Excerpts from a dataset
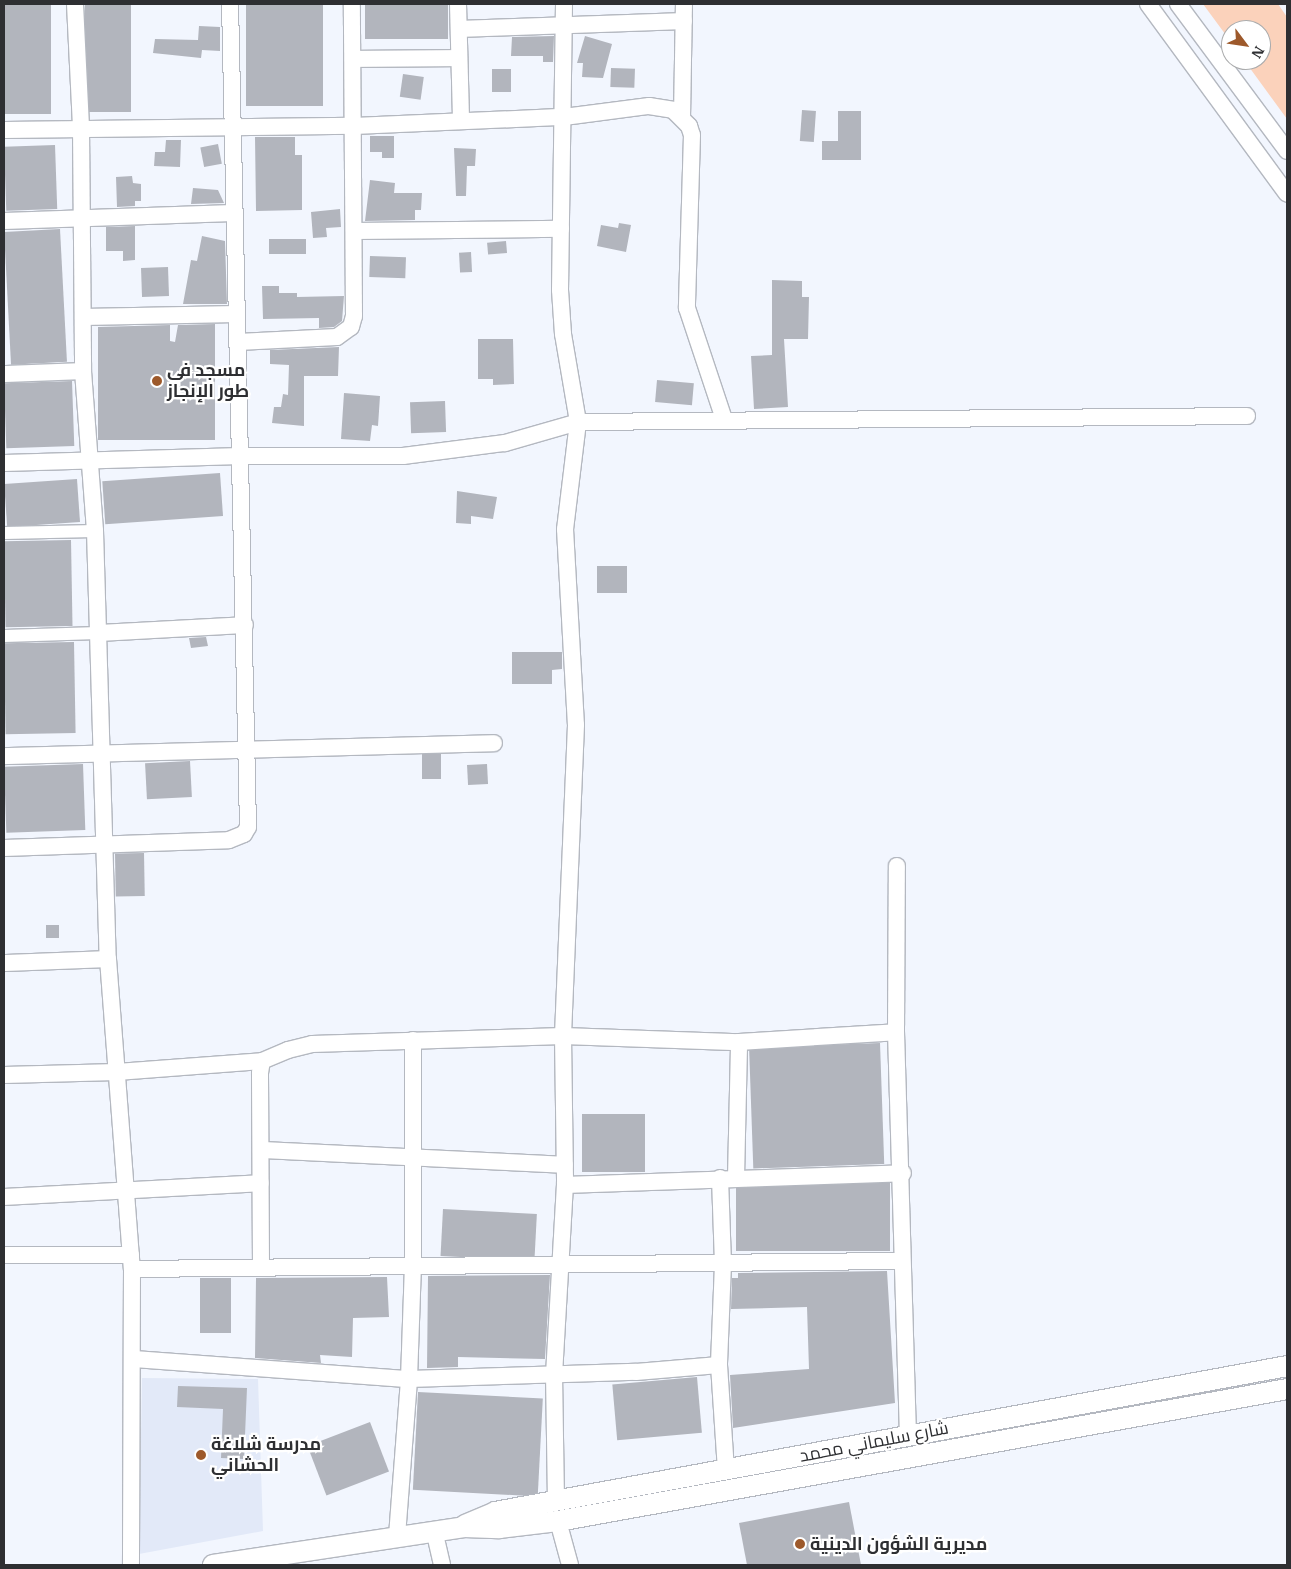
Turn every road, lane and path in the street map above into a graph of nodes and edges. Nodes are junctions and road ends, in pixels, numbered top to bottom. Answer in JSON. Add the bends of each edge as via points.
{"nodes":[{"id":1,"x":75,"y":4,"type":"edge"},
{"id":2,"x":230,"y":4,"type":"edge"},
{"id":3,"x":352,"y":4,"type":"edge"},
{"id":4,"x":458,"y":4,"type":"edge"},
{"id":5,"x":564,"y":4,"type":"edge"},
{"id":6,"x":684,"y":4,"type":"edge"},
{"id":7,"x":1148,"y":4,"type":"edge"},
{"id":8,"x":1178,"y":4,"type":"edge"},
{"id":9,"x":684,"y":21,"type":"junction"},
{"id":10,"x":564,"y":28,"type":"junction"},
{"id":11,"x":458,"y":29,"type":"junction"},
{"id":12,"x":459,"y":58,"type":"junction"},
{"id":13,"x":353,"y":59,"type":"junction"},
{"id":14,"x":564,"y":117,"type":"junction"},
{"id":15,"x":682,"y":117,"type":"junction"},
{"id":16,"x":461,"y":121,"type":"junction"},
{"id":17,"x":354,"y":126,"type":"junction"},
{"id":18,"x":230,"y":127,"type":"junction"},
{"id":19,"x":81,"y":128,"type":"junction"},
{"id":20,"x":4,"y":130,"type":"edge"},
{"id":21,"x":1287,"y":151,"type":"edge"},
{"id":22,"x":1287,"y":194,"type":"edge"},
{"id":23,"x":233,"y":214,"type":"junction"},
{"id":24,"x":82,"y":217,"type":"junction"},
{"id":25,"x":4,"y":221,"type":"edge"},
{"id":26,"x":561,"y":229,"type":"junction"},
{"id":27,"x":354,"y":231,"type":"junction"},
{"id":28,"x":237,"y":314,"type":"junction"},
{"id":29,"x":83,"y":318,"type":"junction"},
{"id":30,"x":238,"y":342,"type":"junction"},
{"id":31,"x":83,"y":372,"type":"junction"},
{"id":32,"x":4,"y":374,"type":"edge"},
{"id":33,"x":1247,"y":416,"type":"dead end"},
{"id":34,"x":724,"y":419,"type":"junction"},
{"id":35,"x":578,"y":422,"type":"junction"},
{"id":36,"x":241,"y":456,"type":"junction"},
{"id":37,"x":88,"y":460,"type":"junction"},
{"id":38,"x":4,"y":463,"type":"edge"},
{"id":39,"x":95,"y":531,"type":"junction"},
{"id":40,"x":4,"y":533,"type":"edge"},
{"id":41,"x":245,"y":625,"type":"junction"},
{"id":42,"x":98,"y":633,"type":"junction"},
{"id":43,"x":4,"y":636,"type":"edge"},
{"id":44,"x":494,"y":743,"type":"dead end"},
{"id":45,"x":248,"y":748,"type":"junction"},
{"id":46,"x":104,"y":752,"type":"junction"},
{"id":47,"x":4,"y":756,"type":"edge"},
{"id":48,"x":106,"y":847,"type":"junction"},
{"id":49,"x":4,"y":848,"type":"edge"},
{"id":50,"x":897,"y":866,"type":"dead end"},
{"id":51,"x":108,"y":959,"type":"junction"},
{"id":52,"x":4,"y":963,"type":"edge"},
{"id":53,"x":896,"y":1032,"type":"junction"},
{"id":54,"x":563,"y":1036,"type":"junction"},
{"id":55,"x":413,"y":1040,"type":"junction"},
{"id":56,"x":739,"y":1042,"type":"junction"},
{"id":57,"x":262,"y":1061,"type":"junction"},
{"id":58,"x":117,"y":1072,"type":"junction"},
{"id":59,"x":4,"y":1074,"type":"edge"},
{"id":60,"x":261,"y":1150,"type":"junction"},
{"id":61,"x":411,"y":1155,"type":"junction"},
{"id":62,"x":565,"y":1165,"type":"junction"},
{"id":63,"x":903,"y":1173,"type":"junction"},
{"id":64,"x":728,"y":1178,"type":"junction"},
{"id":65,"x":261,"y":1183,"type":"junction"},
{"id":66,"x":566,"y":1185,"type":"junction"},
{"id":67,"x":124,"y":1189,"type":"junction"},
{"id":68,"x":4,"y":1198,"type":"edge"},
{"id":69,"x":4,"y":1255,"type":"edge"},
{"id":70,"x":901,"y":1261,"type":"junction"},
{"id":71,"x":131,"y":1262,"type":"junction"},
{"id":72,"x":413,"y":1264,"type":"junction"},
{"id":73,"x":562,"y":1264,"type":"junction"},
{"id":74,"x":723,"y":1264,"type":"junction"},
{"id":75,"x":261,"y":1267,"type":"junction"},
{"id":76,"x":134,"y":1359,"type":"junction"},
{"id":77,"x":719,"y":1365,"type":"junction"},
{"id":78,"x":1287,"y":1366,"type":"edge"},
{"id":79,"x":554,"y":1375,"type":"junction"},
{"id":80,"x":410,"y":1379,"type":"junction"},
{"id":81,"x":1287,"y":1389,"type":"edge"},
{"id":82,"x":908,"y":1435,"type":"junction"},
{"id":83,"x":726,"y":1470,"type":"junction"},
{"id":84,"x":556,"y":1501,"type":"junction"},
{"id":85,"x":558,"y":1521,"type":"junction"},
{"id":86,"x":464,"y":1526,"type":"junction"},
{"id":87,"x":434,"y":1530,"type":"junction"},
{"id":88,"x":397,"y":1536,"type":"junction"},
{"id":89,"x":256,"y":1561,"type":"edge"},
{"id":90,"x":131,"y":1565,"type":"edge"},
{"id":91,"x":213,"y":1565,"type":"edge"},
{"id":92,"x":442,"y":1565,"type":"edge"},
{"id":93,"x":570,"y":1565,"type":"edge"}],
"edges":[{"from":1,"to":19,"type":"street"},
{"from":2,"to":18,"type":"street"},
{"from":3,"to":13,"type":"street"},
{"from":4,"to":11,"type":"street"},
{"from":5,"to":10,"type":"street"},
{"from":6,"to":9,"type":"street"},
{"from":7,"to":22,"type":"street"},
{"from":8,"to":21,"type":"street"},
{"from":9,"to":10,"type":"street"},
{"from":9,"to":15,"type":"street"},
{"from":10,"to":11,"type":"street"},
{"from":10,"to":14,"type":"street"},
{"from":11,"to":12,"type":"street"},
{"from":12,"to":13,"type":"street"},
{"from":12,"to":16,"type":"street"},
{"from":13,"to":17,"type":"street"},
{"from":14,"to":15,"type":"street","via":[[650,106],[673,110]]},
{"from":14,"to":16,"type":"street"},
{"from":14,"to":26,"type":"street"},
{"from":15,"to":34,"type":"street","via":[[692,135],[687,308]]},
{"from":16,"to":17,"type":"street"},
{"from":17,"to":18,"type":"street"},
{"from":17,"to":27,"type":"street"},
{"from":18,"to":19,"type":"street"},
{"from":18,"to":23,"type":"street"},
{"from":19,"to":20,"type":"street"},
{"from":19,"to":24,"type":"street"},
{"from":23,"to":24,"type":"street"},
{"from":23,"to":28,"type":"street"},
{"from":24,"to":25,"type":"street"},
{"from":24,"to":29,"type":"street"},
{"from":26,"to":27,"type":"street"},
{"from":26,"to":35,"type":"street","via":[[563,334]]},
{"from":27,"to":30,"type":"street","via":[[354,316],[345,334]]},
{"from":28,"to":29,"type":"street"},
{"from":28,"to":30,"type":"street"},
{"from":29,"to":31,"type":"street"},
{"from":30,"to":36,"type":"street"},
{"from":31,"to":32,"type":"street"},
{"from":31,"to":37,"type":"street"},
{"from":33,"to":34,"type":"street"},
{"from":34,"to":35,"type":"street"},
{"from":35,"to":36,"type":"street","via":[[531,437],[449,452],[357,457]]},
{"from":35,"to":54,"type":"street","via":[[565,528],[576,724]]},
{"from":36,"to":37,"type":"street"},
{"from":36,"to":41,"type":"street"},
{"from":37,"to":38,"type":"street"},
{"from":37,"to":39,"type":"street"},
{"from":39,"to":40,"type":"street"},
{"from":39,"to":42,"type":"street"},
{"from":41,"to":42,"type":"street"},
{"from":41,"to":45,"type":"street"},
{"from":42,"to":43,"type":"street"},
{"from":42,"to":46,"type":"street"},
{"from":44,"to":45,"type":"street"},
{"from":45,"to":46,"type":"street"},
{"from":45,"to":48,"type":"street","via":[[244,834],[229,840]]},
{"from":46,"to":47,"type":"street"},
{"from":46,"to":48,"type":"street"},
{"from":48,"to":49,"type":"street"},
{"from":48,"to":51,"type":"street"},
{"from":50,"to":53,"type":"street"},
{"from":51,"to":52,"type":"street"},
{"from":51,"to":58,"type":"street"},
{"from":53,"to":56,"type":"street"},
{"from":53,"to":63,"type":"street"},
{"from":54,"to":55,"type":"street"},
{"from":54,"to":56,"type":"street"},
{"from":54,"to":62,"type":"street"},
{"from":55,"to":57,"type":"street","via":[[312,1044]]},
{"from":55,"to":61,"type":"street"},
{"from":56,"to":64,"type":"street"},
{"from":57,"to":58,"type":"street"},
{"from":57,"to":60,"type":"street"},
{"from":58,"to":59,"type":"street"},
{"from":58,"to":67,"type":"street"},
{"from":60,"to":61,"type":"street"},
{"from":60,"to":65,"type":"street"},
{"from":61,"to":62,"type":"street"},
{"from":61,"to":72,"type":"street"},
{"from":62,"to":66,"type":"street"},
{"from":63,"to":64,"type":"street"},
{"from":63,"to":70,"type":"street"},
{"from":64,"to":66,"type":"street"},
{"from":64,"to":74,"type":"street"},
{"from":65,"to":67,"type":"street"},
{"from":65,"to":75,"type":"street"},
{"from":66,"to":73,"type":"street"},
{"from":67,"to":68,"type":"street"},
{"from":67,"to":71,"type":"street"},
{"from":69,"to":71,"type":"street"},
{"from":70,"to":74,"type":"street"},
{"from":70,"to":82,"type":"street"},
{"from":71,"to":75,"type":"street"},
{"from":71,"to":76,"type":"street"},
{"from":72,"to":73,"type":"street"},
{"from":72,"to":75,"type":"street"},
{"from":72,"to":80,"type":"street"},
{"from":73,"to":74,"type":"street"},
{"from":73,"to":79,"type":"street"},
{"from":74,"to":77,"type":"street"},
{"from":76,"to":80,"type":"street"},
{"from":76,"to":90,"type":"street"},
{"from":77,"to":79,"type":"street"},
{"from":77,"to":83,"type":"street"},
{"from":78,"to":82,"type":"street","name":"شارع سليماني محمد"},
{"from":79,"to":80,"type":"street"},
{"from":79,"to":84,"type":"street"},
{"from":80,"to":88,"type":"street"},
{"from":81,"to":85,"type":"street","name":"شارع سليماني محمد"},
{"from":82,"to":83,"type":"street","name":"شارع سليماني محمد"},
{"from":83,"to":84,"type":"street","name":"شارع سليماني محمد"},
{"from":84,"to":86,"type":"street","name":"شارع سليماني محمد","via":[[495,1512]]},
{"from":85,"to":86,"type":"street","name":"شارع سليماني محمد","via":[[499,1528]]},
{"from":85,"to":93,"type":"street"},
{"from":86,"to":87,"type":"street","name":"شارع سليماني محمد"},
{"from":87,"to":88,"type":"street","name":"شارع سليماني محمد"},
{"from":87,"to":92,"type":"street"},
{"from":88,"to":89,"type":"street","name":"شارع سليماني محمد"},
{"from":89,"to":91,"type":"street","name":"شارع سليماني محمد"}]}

- Required action -
Copy out every line from the data above that has "nodes" in it.

- Result of the exercise -
Turn every road, lane and path in the street map above into a graph of nodes and edges. Nodes are junctions and road ends, in pixels, numbered top to bottom. Answer in JSON. Add the bends of each edge as via points.
{"nodes":[{"id":1,"x":75,"y":4,"type":"edge"},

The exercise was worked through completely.